They all want to “rent” Warren Buffett’s name. If Buffett thinks highly enough of your business to invest in it, most every investor not named Buffett will seriously contemplate following his lead. Buffett’s proverbial seal of approval is unparalleled on Wall Street.
Buffett as a brand comes to mind as the EU offers “to assist Apple in complying with its obligations under the EU’s Digital Markets Act (DMA).” According to technology writer Tim Hardwick, the DMA “requires major platform holders or ‘gatekeepers’ like Apple to provide third-party developers equal access to iOS and iPadOS system tools and features.” Translated, Apple must make its globally revered products operable with products not produced by Apple. It’s no surprise that Apple is hitting back against this most aggressive of encroachments on its brand. See Buffett if you’re confused.
After which, contemplate the popular truth that it often takes decades to build a reputation and minutes to lose it. Reputations in business are hard won, and by extension so are brands.
Consider this once again with the EU’s offer to “assist” Apple in complying with an Act that would require it to not simply “rent” its sterling name to other consumer products companies, but just give it away. No thanks.
The EU telling Apple to provide interoperability entrée to non-Apple products is like Congress offering to “assist” Ferrari and Rolls-Royce in opening its cars and the showrooms housing its cars to Dodge. No thanks once again.

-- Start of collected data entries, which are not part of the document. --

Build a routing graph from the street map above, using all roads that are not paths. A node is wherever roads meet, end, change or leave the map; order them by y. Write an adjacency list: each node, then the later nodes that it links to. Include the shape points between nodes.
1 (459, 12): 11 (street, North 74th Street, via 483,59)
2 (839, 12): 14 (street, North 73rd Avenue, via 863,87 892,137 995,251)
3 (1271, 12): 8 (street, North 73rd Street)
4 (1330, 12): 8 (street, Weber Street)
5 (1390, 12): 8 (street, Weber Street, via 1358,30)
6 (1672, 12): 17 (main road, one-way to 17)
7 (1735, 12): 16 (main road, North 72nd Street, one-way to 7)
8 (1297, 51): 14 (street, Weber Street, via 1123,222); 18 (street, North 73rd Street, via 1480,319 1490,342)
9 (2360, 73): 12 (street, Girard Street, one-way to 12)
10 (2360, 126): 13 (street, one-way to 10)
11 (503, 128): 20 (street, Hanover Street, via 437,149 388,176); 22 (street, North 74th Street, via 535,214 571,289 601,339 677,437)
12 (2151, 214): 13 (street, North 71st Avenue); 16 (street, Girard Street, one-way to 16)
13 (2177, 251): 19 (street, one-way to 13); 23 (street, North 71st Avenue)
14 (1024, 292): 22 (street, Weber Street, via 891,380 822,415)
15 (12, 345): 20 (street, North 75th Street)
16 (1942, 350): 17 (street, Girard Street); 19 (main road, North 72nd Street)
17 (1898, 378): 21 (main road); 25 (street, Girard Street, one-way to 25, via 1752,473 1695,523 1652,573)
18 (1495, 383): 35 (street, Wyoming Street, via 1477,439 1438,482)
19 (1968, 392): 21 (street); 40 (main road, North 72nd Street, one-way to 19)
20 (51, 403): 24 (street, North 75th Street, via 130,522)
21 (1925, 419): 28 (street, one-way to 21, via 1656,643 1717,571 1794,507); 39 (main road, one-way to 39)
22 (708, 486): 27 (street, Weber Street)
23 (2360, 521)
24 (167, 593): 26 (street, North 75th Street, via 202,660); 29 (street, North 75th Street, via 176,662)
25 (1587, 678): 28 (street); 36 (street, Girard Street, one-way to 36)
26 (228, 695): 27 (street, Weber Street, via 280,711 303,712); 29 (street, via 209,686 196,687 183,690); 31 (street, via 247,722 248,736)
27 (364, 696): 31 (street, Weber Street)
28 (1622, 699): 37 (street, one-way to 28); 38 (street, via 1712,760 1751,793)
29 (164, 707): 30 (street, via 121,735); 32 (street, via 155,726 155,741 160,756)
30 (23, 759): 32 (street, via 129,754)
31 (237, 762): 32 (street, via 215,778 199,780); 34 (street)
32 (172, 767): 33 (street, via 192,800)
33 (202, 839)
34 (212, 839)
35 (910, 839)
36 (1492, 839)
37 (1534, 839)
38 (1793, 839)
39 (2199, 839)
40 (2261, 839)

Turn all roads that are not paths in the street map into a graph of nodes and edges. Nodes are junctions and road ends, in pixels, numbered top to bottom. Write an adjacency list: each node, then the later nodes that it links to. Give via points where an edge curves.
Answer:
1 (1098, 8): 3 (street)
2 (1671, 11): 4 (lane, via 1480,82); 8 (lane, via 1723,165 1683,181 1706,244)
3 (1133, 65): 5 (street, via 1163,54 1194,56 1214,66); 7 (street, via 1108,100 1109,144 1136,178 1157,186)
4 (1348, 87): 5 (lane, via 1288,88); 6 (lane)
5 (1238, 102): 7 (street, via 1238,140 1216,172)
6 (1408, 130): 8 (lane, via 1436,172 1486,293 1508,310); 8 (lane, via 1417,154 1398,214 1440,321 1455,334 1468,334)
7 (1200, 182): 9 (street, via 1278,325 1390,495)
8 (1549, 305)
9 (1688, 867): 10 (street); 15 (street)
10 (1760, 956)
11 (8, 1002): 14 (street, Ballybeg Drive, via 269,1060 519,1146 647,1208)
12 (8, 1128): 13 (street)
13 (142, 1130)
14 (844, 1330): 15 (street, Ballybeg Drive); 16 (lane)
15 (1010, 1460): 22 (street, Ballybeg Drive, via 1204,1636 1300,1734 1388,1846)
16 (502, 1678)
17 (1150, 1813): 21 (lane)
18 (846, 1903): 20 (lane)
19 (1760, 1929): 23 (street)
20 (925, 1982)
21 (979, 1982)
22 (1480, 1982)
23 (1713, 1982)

Really, what car brand wouldn’t want to associate itself with the two automobile corporations that most personify performance and luxury? The same question rates asking vis-à-vis Apple. What technology or consumer product wouldn’t love to have interoperability with arguably the greatest technology brand the world has ever known?
In which case, let’s call the DMA what it is: a monstrous violation of private property. And a costly one at that. While Apple is presently worth trillions, its brand value alone is incalculably high. No wonder other businesses want to achieve interoperability with the gold standard of technology. And Apple goes to great lengths to open itself up to these third parties. The problem is when the opening is forced. Don’t worry, there’s more.
Apple is understandably protective of the user data generated by its customers, the latter one of the most prominent demographics in the world. Which means Apple understandably fears businesses using the DMA as a backdoor way of attaining access to extraordinarily valuable user information that Apple goes to great lengths to keep private.
It’s worth stressing that Apple is in no way flouting the Act. According to Hardwick, it’s dedicated no less than 500 engineers to the project of complying with the DMA, after which it’s once again in no way operating as a closed shop to third-party developers understandably eager to achieve operability with its products.
At the same time, Apple owes its shareholders, itself, and its hard-won customer base a discerning, tasteful eye when it comes to the interoperability that so many outside Apple covet, and it owes those same stakeholders herculean efforts to protect the data of a customer base that has made it so valuable.
As presently enforced, the DMA is hampering Apple’s unrivaled ability to innovate all the while forcing on it business relationships that imperil its brand along with the privacy of its users. Not only does Apple have the right to be choosy about those it associates with, it must be choosy.